:: DESCRIPTION OF THE TASK ::
Scan the listing for the word "this", and copy out each line where it is found.

RECORDS FOR THE EXERCISE START

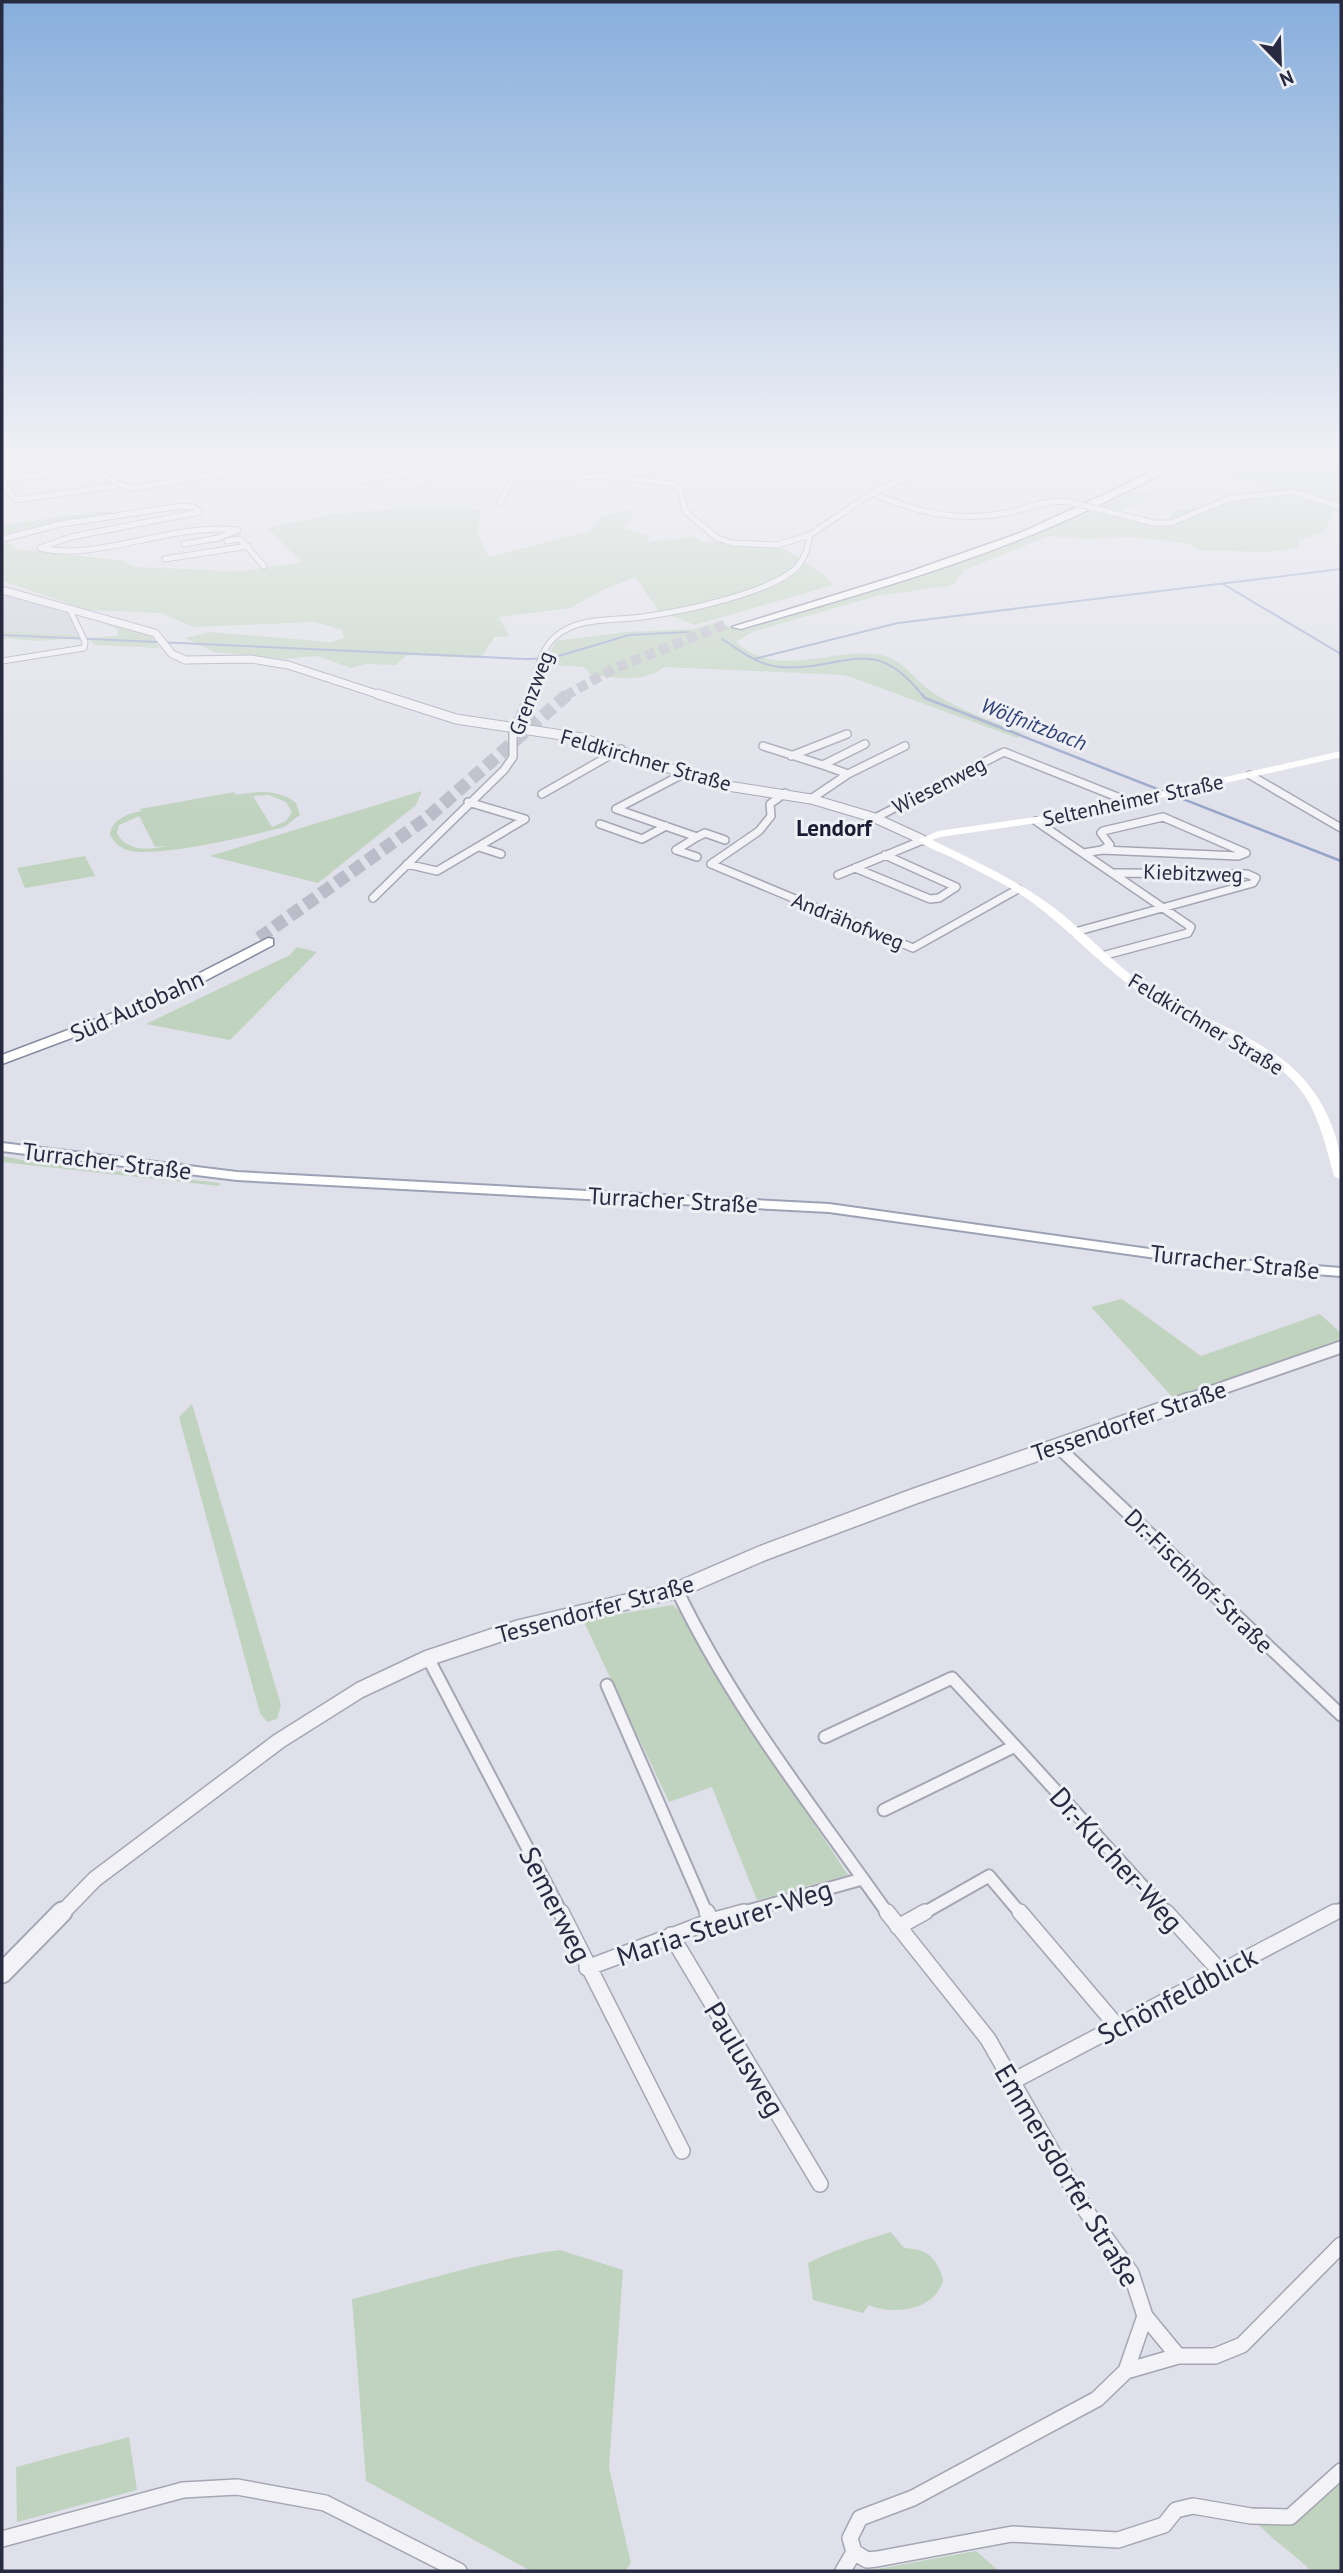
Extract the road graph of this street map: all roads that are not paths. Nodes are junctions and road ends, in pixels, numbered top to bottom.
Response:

RECORDS FOR THE EXERCISE END
RECORDS FOR THE EXERCISE START

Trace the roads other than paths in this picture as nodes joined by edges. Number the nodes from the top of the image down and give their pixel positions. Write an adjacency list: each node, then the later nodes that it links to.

RECORDS FOR THE EXERCISE END

:: WRITTEN SOLUTION ::
Extract the road graph of this street map: all roads that are not paths. Nodes are junctions and road ends, in pixels, numbered top to bottom.
Trace the roads other than paths in this picture as nodes joined by edges. Number the nodes from the top of the image down and give their pixel positions. Write an adjacency list: each node, then the later nodes that it links to.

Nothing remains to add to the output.